【Transformers论文】Global Context Vision Transformers

论文地址:https://arxiv.org/abs/2206.09959icon-default.png?t=M5H6https://arxiv.org/abs/2206.09959

代码地址:

GitHub - NVlabs/GCVit: Official PyTorch implementation of Global Context Vision TransformersOfficial PyTorch implementation of Global Context Vision Transformers - GitHub - NVlabs/GCVit: Official PyTorch implementation of Global Context Vision Transformershttps://github.com/NVlabs/GCViT 

 

作者提出了全局上下文Vision Transformer(GCViT),这是一种提高参数和计算利用率的新架构。提出的方法利用全局上下文自注意模块,与局部自注意相结合,有效地建模长期和短期空间交互,而不需要昂贵的操作。

 

 在这项工作中,作者引入Global Context(GC)ViT 网络。提出了一个由局部和全局自注意模块组成的分层ViT架构。
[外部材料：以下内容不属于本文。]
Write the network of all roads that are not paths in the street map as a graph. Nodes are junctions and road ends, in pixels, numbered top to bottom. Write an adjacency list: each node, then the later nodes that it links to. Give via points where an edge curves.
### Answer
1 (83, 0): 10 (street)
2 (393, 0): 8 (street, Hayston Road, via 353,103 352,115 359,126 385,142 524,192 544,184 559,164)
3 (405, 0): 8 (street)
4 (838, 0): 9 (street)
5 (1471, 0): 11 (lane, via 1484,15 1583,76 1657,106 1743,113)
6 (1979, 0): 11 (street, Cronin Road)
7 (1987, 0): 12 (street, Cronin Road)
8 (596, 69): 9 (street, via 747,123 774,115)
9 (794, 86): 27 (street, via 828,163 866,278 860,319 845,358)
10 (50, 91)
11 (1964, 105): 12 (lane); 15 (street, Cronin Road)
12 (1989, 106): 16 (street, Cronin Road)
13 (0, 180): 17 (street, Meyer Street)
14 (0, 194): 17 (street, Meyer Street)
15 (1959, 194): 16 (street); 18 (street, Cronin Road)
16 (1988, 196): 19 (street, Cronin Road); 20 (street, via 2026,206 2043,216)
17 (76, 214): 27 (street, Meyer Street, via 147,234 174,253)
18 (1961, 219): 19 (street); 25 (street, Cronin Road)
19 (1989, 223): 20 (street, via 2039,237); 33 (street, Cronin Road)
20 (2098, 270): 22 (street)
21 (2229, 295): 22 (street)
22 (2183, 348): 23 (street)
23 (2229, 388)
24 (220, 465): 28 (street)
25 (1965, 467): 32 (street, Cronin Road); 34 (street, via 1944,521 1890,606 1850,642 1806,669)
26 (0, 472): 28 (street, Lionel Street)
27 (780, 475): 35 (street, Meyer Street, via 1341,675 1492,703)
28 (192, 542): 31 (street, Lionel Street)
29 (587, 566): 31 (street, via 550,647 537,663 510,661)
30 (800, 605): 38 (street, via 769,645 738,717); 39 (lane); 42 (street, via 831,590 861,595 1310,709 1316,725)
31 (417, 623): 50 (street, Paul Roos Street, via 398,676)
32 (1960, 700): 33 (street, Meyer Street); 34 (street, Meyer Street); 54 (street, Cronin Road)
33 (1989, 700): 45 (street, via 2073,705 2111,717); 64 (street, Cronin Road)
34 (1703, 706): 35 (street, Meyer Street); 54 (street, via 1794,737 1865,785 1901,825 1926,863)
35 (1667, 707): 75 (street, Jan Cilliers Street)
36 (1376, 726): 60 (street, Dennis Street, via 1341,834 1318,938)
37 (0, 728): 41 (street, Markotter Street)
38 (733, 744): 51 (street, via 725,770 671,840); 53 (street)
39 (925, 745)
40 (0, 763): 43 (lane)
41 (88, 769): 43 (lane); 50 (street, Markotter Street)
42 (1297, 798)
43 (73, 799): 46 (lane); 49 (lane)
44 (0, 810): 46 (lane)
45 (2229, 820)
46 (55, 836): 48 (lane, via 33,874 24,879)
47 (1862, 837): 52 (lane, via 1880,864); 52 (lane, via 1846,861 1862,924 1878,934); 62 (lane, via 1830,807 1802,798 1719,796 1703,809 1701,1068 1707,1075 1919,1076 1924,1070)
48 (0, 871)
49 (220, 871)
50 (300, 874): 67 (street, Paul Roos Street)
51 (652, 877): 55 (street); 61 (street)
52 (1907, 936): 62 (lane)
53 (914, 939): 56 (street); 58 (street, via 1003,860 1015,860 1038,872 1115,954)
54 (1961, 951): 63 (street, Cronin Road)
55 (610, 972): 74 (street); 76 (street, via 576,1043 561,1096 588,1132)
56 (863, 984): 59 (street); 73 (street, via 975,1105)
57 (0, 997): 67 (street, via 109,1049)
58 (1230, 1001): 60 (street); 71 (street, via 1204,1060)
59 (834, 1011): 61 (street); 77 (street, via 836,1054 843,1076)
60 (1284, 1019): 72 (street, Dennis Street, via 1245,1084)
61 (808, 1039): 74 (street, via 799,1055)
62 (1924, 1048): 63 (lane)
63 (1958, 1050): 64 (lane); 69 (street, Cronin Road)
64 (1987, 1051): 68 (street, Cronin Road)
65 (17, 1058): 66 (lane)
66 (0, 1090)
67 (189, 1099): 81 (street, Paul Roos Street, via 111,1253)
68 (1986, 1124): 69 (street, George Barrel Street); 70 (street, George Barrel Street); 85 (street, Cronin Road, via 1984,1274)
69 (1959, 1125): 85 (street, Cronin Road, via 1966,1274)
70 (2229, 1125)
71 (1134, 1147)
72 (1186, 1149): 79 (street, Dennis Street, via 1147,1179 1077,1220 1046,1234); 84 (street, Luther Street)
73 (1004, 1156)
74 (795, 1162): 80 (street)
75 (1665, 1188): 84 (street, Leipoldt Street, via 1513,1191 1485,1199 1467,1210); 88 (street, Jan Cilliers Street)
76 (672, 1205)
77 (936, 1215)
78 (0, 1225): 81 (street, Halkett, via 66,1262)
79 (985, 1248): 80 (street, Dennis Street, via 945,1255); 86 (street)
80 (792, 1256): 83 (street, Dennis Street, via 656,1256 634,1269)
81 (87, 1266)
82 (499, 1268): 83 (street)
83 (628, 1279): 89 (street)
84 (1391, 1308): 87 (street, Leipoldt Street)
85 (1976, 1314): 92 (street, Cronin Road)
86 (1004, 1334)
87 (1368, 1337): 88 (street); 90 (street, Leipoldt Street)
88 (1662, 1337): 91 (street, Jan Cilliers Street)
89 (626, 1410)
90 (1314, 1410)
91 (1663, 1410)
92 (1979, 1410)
在每个阶段,作者使用修改的fused inverted residual 模块来计算全局query token。作者称之为Fused-MBConv 模块,它包含来自不同图像区域的全局上下文信息。本地自注意模块负责对short-range信息进行建模,而全局query token 在所有全局自注意模块之间共享,以与本地key和value进行交互。

论文主要贡献:

  1. 一种新的分层Transformer模型,称为GCViT,它可以作为各种计算机视觉任务的通用主干网络,如分类、检测、实例分割;
  2. 一种新颖而简单的设计,由全局自注意和令牌生成模块组成,允许通过捕获全局上下文信息来建模长期依赖关系,从而消除了对高度复杂或复杂操作的需要;
  3. 如图1所示,实验结果SOTA。

网络结构:

GC ViT 结构

网络结构如图2所示。与之前的一些Transformer架构类似,使用一个层次框架,通过减少空间维度,同时扩大嵌入维数,分别获得几个分辨率(称为阶段)的特征表示。

首先输入图像的分辨率为H X W X 3 ,通过应用一个3×3的卷积层和适当的填充来获得重叠(overlapping)的patch。然后将patch投影到C维嵌入空间中。每个GCViT阶段都由交替的局部和全局自注意模块组成,以提取空间特征。两者都在像Swin Transformer 这样的 local windows 中运行,然而,全局自注意访问 Global Toke Generator (GTG)提取的全局特征。GTG是一个类似于cnn的模块,它在每个阶段只从整个图像中提取一次特征。每个阶段后增加一个下采样模块,空间分辨率减少一半。生成的特征通过平均池化和线性层传递,以为下游任务创建嵌入。


Downsampling

 

从CNN模型中借用了空间特征收缩的概念,该模型在降维的同时施加了局部性偏差和跨通道通信。 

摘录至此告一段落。